■ TASK REQUIREMENTS
Set down every entry word for word. Omit the pictures.
-- PROVIDED ENTRIES follows --
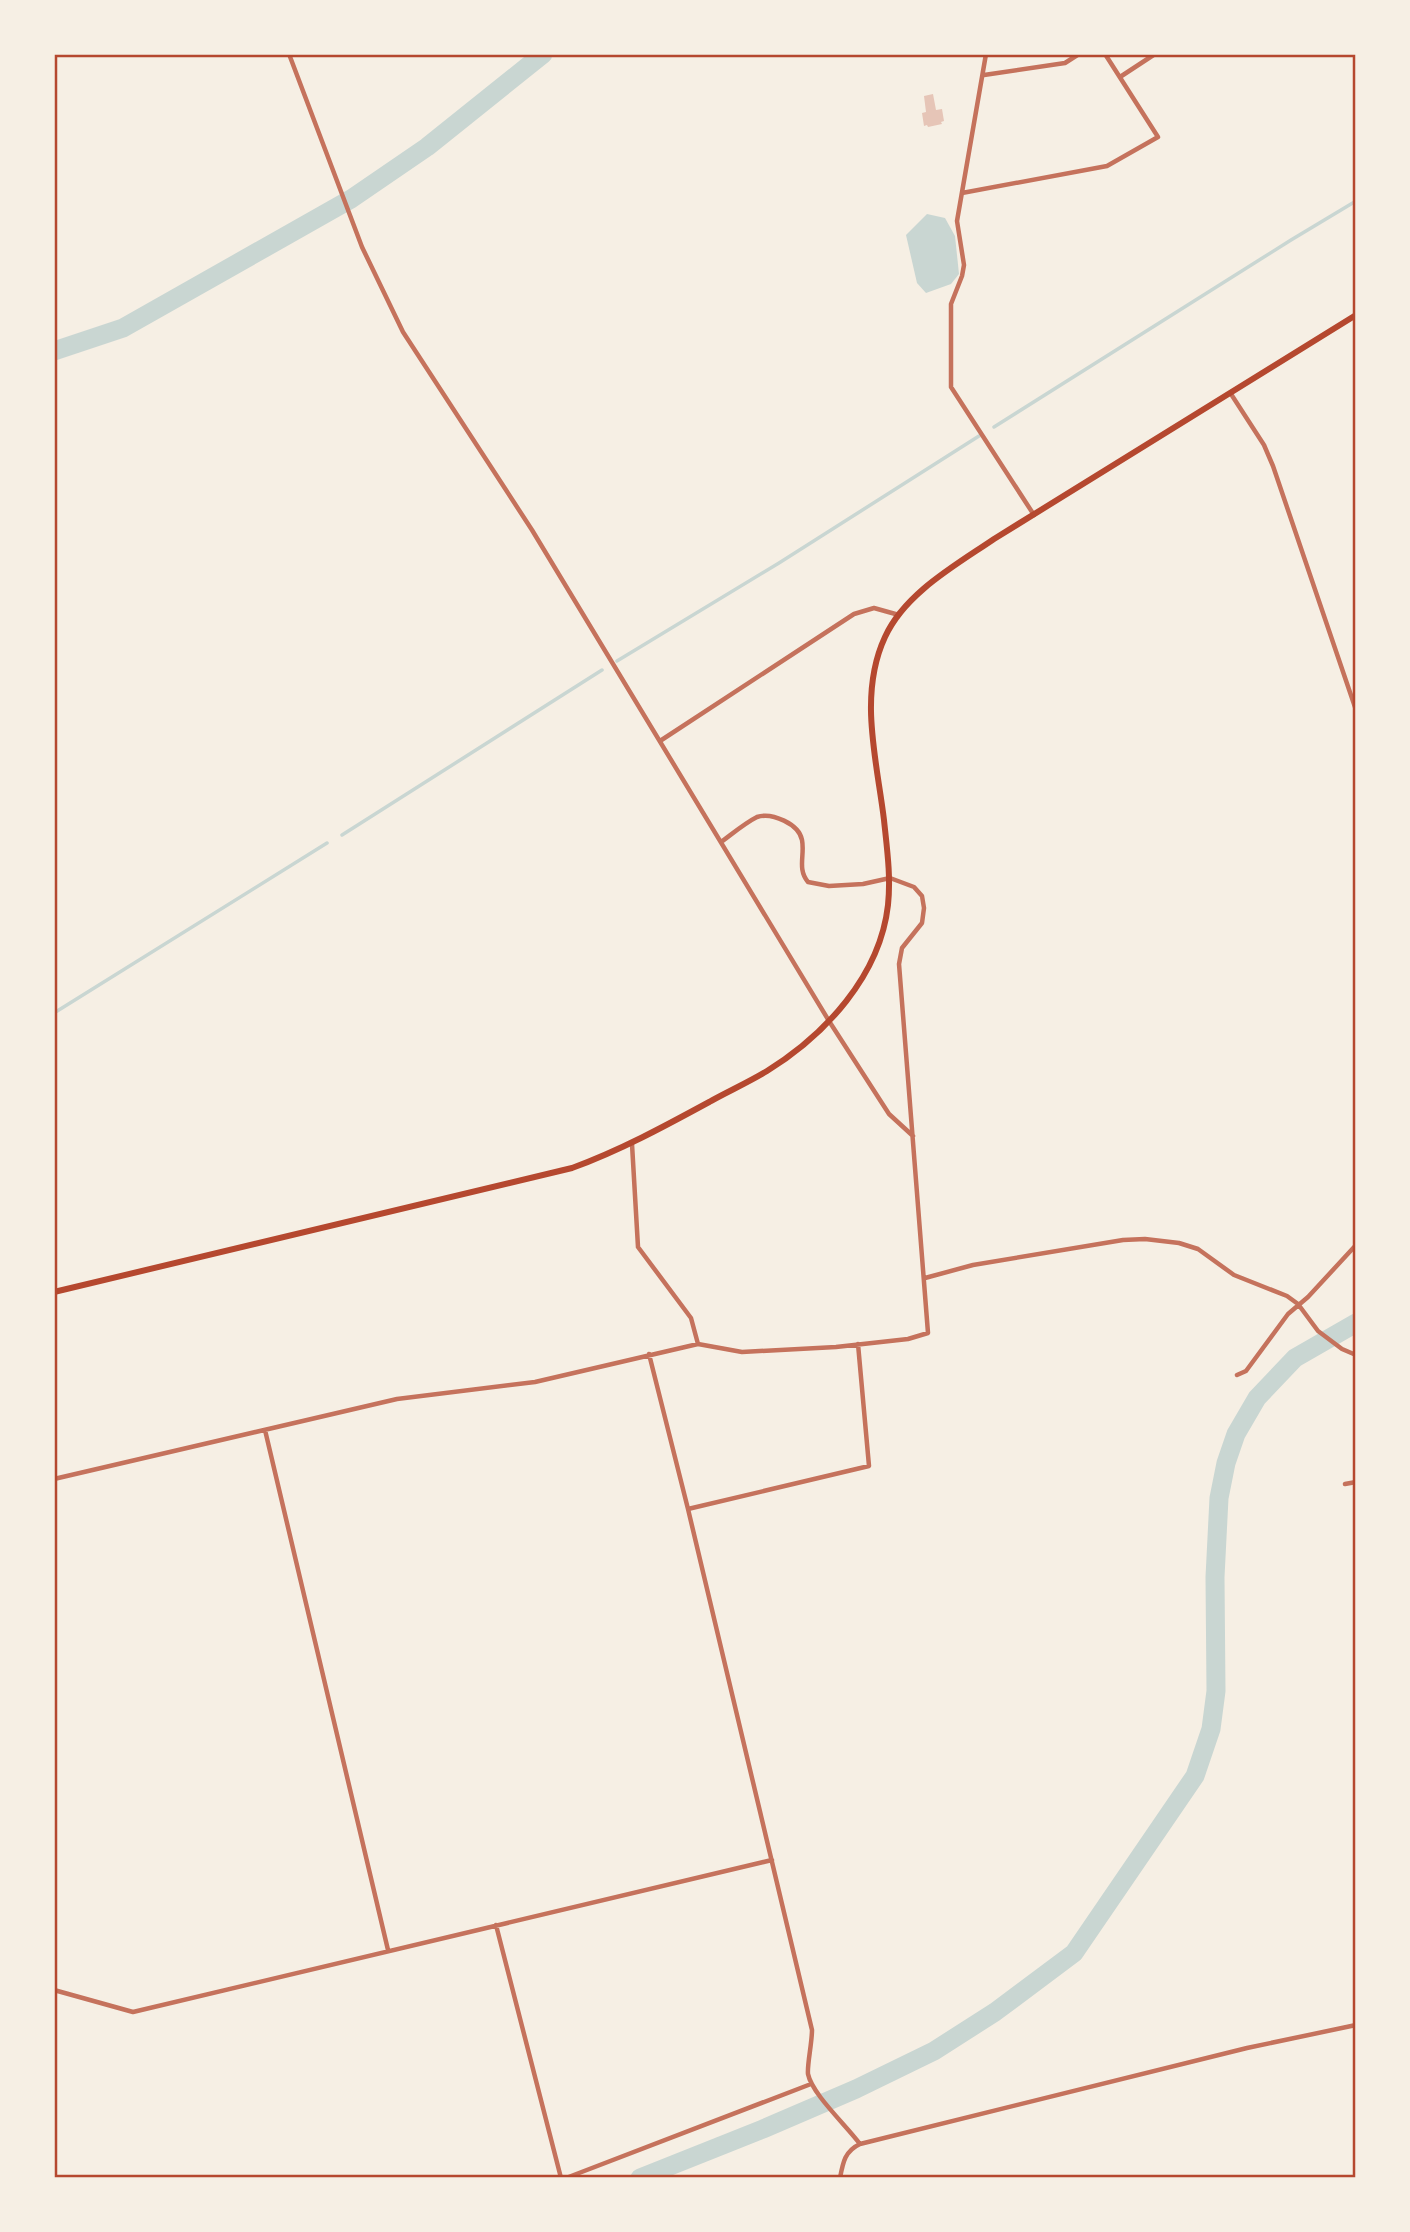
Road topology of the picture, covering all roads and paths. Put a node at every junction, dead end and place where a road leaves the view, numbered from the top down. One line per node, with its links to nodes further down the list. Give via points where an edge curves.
1 (289, 54): 14 (street, via 362,247 403,331 532,530)
2 (986, 54): 6 (street)
3 (1079, 54): 6 (street, via 1065,63)
4 (1105, 54): 7 (street)
5 (1156, 54): 7 (street)
6 (984, 75): 8 (street)
7 (1120, 77): 8 (street, via 1158,137 1107,166)
8 (962, 192): 11 (street, via 957,221 964,265 951,304 951,387)
9 (1356, 315): 10 (main road)
10 (1231, 394): 11 (main road); 13 (street, via 1273,466)
11 (1035, 516): 12 (main road, via 944,574)
12 (899, 615): 14 (street, via 874,608 854,614); 16 (main road, via 878,656 871,695)
13 (1356, 710)
14 (660, 741): 15 (street)
15 (721, 842): 16 (street, via 758,817 767,816 800,833 801,869 808,882 829,886); 17 (street)
16 (890, 878): 17 (main road, via 878,945 858,983); 18 (street, via 914,887 924,908 922,923 902,948 899,964)
17 (829, 1020): 18 (street, via 889,1114); 19 (main road, via 766,1071)
18 (913, 1136): 21 (street)
19 (632, 1144): 22 (main road, via 572,1168); 24 (street, via 638,1247 691,1318)
20 (1356, 1245): 23 (street)
21 (925, 1279): 23 (street, via 973,1265 1145,1239 1189,1245 1234,1275); 25 (street, via 928,1333)
22 (54, 1292)
23 (1298, 1304): 27 (street, via 1318,1331); 28 (street, via 1246,1371)
24 (698, 1344): 25 (street, via 742,1352); 26 (street)
25 (858, 1344): 33 (street, via 869,1466)
26 (649, 1354): 29 (street, via 535,1382 397,1399); 33 (street)
27 (1356, 1355)
28 (1237, 1375)
29 (265, 1430): 30 (street); 36 (street)
30 (54, 1479)
31 (1356, 1482): 32 (street)
32 (1345, 1484)
33 (688, 1508): 34 (street)
34 (772, 1860): 35 (street); 39 (street, via 812,2031 807,2070)
35 (496, 1925): 36 (street); 41 (street)
36 (388, 1951): 37 (street, via 133,2012)
37 (54, 1990)
38 (1356, 2025): 40 (street)
39 (812, 2086): 40 (street); 41 (street)
40 (860, 2144): 42 (street, via 850,2148)
41 (564, 2178)
42 (840, 2178)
-- PROVIDED ENTRIES concluded --
■ ANSWER TO THIS TASK
Road topology of the picture, covering all roads and paths. Put a node at every junction, dead end and place where a road leaves the view, numbered from the top down. One line per node, with its links to nodes further down the list. Give via points where an edge curves.
1 (289, 54): 14 (street, via 362,247 403,331 532,530)
2 (986, 54): 6 (street)
3 (1079, 54): 6 (street, via 1065,63)
4 (1105, 54): 7 (street)
5 (1156, 54): 7 (street)
6 (984, 75): 8 (street)
7 (1120, 77): 8 (street, via 1158,137 1107,166)
8 (962, 192): 11 (street, via 957,221 964,265 951,304 951,387)
9 (1356, 315): 10 (main road)
10 (1231, 394): 11 (main road); 13 (street, via 1273,466)
11 (1035, 516): 12 (main road, via 944,574)
12 (899, 615): 14 (street, via 874,608 854,614); 16 (main road, via 878,656 871,695)
13 (1356, 710)
14 (660, 741): 15 (street)
15 (721, 842): 16 (street, via 758,817 767,816 800,833 801,869 808,882 829,886); 17 (street)
16 (890, 878): 17 (main road, via 878,945 858,983); 18 (street, via 914,887 924,908 922,923 902,948 899,964)
17 (829, 1020): 18 (street, via 889,1114); 19 (main road, via 766,1071)
18 (913, 1136): 21 (street)
19 (632, 1144): 22 (main road, via 572,1168); 24 (street, via 638,1247 691,1318)
20 (1356, 1245): 23 (street)
21 (925, 1279): 23 (street, via 973,1265 1145,1239 1189,1245 1234,1275); 25 (street, via 928,1333)
22 (54, 1292)
23 (1298, 1304): 27 (street, via 1318,1331); 28 (street, via 1246,1371)
24 (698, 1344): 25 (street, via 742,1352); 26 (street)
25 (858, 1344): 33 (street, via 869,1466)
26 (649, 1354): 29 (street, via 535,1382 397,1399); 33 (street)
27 (1356, 1355)
28 (1237, 1375)
29 (265, 1430): 30 (street); 36 (street)
30 (54, 1479)
31 (1356, 1482): 32 (street)
32 (1345, 1484)
33 (688, 1508): 34 (street)
34 (772, 1860): 35 (street); 39 (street, via 812,2031 807,2070)
35 (496, 1925): 36 (street); 41 (street)
36 (388, 1951): 37 (street, via 133,2012)
37 (54, 1990)
38 (1356, 2025): 40 (street)
39 (812, 2086): 40 (street); 41 (street)
40 (860, 2144): 42 (street, via 850,2148)
41 (564, 2178)
42 (840, 2178)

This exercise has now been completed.